Falei outro dia sobre retornos e citei o escrever à mão
como um deles. Recebi alguns “poréms” no sentido de “Como assim? Escrevo à mão
na escola, no trabalho...”. Há controvérsias. Escreve-se à mão na escola quase
sempre apenas como exercício de cópia ou nas avaliações, quase nunca para
sistematizar, por conta própria, informações enquanto se assiste a uma aula ou
para resumir um conteúdo, ou para acompanhar a leitura de um texto.
José Miguel Wisnik sintetiza bem essa impressão ao
comentar, num programa no Youtube, que há muito tempo não escrevia à mão e acha
meio absurdo alguém fazer isso, escrever um livro ou um ensaio à mão quando a
tela do computador é um recurso que mantém um texto sempre limpo e editável,
sempre em sua melhor versão.
Acho que abandonar o hábito de escrever à mão tem
muito a ver com essa disposição sempre limpa e editável que o digital exige de
nós: precisamos estar sempre prontos a refazer e esconder os riscados, os erros,
a letra feia, a frase torta, a palavra ou parágrafo abandonados.
Tudo que se revela quando escrevemos à mão. E essas
revelações dão a noção de uma espécie de “laboratório” da escrita, uma ideia de
bastidores que a mim, pelo menos, agrada muito: tenho sempre muita curiosidade
em ver, na intimidade de um escritor, a primeira opção por uma palavra que foi
abandonada; um parágrafo inteiro que, em formação, se mostrava promissor e que
foi riscado; os esboços que prepararam a versão final, esses esboços que são a
gênese de uma criação imaginativa ou técnica.
Parte disso o digital nos tomou.

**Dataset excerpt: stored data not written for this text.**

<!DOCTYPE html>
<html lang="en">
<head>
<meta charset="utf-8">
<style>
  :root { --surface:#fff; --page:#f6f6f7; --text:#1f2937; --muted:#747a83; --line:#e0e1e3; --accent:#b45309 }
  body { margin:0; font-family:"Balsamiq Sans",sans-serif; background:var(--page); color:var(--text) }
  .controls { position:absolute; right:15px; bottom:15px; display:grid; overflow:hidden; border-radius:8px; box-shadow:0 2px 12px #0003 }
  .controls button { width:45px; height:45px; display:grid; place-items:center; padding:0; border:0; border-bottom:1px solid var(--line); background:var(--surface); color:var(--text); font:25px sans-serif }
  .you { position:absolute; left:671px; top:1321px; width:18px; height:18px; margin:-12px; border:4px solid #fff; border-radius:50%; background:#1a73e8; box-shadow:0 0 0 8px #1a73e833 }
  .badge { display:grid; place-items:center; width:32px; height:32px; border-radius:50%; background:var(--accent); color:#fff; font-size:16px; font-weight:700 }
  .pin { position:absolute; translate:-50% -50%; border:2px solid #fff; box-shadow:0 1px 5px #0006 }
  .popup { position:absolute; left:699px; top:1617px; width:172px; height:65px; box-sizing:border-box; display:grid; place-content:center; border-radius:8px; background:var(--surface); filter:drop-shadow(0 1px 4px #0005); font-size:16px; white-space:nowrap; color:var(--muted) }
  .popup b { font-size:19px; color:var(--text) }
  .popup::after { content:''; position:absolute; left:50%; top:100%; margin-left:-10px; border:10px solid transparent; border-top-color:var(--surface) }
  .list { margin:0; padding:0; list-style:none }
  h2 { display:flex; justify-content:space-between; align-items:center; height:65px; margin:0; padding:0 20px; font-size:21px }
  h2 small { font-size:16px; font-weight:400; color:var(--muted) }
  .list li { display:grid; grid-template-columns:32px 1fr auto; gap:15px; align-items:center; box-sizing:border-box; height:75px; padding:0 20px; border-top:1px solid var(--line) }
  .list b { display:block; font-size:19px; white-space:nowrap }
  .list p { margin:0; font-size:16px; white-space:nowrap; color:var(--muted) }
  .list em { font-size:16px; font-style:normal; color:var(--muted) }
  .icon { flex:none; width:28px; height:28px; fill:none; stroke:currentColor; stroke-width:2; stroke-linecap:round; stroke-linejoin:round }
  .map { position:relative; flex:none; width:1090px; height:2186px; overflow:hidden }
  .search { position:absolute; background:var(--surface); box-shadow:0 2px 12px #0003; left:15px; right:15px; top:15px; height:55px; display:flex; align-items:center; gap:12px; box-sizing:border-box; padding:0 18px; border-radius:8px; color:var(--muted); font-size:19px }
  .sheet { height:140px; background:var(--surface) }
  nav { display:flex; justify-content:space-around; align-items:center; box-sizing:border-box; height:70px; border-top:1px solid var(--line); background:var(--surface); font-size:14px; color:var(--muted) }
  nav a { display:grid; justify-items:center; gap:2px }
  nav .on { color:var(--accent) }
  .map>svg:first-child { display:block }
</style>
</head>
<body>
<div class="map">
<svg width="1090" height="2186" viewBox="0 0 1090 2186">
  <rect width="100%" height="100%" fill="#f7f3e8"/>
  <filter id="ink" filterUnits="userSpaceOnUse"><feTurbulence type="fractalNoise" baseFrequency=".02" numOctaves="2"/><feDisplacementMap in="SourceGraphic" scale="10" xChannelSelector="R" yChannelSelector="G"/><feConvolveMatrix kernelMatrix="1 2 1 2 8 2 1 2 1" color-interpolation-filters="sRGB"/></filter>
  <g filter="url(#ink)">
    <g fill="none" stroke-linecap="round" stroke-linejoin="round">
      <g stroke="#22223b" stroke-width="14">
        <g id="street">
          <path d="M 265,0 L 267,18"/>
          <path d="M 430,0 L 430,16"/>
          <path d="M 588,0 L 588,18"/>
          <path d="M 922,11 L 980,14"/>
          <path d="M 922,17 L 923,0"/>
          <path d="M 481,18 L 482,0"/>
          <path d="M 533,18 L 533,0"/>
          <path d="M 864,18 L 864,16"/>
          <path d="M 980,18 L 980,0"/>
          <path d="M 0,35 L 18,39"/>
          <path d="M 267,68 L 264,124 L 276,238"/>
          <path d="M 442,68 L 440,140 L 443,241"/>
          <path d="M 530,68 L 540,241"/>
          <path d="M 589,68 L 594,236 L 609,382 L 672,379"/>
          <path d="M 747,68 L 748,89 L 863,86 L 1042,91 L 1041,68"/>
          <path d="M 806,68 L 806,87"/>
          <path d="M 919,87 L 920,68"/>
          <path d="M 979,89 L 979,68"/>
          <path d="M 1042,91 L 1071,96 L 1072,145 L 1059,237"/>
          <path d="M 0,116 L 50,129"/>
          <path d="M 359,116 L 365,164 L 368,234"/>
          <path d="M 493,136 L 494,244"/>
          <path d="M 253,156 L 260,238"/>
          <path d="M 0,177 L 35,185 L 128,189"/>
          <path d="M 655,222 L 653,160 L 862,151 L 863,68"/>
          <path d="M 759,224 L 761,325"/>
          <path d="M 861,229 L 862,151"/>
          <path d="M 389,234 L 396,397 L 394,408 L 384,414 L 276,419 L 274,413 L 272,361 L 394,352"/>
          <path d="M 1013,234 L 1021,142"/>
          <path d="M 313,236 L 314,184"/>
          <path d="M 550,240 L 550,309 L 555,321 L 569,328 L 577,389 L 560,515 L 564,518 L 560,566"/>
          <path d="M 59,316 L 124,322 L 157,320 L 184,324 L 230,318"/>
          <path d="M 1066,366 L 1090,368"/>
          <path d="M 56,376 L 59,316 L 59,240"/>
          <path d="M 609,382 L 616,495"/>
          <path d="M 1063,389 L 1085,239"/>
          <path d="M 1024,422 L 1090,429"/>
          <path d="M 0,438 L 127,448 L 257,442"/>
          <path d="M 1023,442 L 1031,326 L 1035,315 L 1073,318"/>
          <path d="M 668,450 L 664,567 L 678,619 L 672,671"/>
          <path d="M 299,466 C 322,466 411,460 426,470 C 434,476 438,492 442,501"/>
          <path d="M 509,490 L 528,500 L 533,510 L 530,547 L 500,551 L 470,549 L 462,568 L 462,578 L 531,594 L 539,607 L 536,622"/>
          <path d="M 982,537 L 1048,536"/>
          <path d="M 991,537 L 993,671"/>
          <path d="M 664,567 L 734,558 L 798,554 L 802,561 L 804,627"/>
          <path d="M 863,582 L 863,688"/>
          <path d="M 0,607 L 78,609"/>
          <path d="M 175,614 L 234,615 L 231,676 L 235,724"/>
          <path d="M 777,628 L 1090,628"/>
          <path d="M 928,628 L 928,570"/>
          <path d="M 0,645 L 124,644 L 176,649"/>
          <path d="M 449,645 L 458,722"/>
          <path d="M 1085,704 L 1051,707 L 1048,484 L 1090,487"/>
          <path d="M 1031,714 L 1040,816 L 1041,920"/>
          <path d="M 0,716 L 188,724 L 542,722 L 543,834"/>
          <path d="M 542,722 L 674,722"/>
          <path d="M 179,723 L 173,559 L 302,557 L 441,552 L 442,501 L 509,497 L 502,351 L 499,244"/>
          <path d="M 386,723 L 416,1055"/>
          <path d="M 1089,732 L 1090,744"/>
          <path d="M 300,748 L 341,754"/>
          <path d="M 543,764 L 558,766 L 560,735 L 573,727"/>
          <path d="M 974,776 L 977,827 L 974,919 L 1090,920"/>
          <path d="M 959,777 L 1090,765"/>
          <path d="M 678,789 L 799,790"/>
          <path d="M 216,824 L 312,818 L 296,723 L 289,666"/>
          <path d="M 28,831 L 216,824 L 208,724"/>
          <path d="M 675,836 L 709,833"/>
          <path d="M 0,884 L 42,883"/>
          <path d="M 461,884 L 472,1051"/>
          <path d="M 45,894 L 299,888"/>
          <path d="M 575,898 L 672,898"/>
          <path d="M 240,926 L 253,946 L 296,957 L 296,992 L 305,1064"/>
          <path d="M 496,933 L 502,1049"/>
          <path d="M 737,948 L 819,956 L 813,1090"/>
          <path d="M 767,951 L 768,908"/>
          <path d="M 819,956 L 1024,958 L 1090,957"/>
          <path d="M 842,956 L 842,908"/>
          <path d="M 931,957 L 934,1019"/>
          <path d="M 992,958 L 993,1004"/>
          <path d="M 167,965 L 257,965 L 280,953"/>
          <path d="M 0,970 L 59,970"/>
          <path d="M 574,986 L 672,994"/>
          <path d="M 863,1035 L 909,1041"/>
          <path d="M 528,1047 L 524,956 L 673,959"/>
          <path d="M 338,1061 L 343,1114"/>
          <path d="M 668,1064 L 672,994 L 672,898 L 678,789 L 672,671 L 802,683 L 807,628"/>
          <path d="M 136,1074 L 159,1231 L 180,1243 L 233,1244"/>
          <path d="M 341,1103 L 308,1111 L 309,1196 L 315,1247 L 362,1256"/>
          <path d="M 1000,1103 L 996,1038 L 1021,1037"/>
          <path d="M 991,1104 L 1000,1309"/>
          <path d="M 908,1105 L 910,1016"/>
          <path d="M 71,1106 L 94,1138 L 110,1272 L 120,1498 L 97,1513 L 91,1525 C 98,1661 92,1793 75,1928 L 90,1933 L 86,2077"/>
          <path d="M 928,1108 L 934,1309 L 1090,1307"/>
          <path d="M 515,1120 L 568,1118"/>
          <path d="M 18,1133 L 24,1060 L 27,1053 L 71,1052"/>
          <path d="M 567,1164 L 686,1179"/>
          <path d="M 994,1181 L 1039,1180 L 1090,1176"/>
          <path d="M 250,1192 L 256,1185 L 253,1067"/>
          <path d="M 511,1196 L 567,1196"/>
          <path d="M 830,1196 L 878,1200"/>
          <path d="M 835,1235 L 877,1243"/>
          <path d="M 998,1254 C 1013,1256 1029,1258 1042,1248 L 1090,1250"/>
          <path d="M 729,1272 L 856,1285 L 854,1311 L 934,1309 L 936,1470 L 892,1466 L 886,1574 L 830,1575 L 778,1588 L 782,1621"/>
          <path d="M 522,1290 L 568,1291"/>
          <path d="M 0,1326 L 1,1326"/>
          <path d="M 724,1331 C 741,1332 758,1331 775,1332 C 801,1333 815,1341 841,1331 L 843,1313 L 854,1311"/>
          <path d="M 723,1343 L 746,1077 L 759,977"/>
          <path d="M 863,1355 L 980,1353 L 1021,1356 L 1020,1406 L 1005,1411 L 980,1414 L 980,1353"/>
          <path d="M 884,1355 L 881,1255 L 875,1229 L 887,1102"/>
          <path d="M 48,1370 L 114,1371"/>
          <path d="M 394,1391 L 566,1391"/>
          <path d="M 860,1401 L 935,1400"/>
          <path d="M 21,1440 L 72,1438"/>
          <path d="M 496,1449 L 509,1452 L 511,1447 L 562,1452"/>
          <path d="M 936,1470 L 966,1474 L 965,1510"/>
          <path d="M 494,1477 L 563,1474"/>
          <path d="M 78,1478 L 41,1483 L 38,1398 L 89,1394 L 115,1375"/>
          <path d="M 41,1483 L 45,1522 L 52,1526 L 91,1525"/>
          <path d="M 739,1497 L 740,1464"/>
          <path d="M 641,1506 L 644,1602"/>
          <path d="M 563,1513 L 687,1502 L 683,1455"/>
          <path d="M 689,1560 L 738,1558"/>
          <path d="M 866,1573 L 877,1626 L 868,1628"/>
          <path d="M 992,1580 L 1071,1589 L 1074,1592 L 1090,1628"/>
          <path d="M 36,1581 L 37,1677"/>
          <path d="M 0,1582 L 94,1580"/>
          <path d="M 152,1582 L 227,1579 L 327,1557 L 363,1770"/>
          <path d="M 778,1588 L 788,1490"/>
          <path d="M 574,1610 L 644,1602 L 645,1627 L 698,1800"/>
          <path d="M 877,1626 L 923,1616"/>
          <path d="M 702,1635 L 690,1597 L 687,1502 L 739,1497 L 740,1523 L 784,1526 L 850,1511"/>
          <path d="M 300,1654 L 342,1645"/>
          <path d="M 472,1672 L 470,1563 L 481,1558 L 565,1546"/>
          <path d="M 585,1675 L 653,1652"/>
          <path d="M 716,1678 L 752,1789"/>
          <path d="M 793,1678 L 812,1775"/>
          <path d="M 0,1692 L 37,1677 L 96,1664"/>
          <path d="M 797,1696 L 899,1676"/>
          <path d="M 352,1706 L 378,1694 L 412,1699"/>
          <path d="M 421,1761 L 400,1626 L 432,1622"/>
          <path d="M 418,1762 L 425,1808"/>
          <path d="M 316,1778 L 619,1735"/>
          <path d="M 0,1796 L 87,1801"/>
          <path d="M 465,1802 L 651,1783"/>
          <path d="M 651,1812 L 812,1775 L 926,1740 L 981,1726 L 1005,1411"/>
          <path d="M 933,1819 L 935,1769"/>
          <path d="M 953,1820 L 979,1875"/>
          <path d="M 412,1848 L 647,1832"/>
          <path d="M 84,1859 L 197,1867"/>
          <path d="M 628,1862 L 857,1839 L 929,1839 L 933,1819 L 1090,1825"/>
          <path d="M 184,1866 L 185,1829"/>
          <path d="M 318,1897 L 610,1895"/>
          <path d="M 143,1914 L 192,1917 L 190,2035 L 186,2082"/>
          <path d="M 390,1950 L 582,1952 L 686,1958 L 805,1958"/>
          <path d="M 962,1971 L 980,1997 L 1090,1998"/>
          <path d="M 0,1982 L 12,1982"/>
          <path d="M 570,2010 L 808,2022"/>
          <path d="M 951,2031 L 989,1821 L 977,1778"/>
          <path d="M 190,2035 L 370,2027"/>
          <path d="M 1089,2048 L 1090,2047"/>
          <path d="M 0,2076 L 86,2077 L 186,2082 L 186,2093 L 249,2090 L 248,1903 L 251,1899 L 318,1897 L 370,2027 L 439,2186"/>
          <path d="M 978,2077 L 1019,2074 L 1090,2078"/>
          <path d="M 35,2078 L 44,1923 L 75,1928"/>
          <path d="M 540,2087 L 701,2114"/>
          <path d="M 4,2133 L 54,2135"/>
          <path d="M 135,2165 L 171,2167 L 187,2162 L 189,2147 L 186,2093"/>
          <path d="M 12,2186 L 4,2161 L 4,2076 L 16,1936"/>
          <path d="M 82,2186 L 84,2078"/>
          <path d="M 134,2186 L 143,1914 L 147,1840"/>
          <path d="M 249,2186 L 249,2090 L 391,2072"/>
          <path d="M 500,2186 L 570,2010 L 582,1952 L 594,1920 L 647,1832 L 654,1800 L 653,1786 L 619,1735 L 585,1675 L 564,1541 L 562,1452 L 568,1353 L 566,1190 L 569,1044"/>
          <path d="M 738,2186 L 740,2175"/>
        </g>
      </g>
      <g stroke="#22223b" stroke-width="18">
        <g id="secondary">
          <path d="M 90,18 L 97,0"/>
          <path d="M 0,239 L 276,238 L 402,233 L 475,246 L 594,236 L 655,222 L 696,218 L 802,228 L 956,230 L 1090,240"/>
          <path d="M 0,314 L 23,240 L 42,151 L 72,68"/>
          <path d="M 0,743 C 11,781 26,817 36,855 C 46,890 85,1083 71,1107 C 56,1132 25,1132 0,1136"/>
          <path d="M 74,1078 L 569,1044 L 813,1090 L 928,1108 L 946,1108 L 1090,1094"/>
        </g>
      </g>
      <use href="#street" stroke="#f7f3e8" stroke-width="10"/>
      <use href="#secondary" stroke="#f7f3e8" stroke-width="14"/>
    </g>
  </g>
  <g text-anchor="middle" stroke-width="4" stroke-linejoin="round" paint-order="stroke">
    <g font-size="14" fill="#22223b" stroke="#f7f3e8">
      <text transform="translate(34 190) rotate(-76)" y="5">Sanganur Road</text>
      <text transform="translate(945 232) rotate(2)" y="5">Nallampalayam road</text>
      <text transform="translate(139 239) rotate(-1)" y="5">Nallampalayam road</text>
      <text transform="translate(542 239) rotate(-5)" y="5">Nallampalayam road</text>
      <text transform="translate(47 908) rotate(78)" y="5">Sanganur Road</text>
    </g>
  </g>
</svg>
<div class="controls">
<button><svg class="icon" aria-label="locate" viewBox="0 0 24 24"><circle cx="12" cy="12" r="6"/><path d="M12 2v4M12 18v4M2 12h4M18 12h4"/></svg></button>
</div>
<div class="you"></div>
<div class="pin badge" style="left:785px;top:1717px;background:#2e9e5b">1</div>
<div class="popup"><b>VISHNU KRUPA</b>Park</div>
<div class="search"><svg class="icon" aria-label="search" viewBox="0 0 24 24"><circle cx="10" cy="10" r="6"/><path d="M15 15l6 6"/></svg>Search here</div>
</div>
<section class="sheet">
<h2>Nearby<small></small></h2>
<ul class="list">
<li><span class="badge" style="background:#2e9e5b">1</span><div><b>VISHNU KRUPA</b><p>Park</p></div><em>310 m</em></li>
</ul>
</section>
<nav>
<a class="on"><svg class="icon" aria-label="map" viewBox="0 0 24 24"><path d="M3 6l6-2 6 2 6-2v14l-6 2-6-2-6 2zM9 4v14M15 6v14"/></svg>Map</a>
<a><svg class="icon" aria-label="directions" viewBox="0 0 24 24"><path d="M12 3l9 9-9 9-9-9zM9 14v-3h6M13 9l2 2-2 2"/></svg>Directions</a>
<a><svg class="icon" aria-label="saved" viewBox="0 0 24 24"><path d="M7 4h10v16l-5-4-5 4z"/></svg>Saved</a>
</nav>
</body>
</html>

Escrever à mão é como
assistir a um DVD, ouvir um CD, memorizar números de telefone: uma necessidade
até bem pouco tempo atrás, hoje atitude saudosista, uma vez que os substitutos
digitais são mais ágeis, limpos, editáveis – dando uma ideia de incrível eficiência.
Não meu caso, pelo menos, que agora, depois de anos
dedicado à vida acadêmica em mestrado e doutorado repletos dessa escrita limpa
e editável, resolvi ocupar o glorioso cargo de escritor não lido. Quando ressuscitei
esse blog para publicar esses textos – todos escritos à mão –, me veio a
vontade de voltar a escrever ficção. Sim, um dia já escrevi ficção e poesia, até
os vinte e dois anos, mais ou menos, tudo devidamente enterrado numa gaveta trancada
à chave – arquivista que sou, tenho pena de queimar.
Mas voltando ao ponto: ressuscitada a vontade de
escrever literatura e não sobre literatura, mais velho e mais sem vergonha, me
veio a necessidade de voltar a escrever à mão. Comprei cadernos, cadernetas, canetas
azul, preta e vermelha, e comecei por aqui, escrevendo crônicas numa plataforma
morta. Já rascunhei o esqueleto da narrativa numa caderneta e já separei o
caderno.
Agora só me falta o tempo. Ou a coragem. Como todo
trabalho manual, escrever à mão e escrever ficção, depois de muito tempo sem prática,
enferruja. É nesse ponto em que estou: tirando a ferrugem. Até agora tem sido
bom, tem sido curioso quando um ou outro comenta sobre um texto que saiu de um
esforço físico, não só cognitivo.
Fernando Sabino dizia que o mais trágico no trabalho
do escritor é que escrever é um ato solitário. Impossível discordar dele. Mas a
solidão, acompanhada de uma técnica, no meu caso, imemorial, dói mais devagar.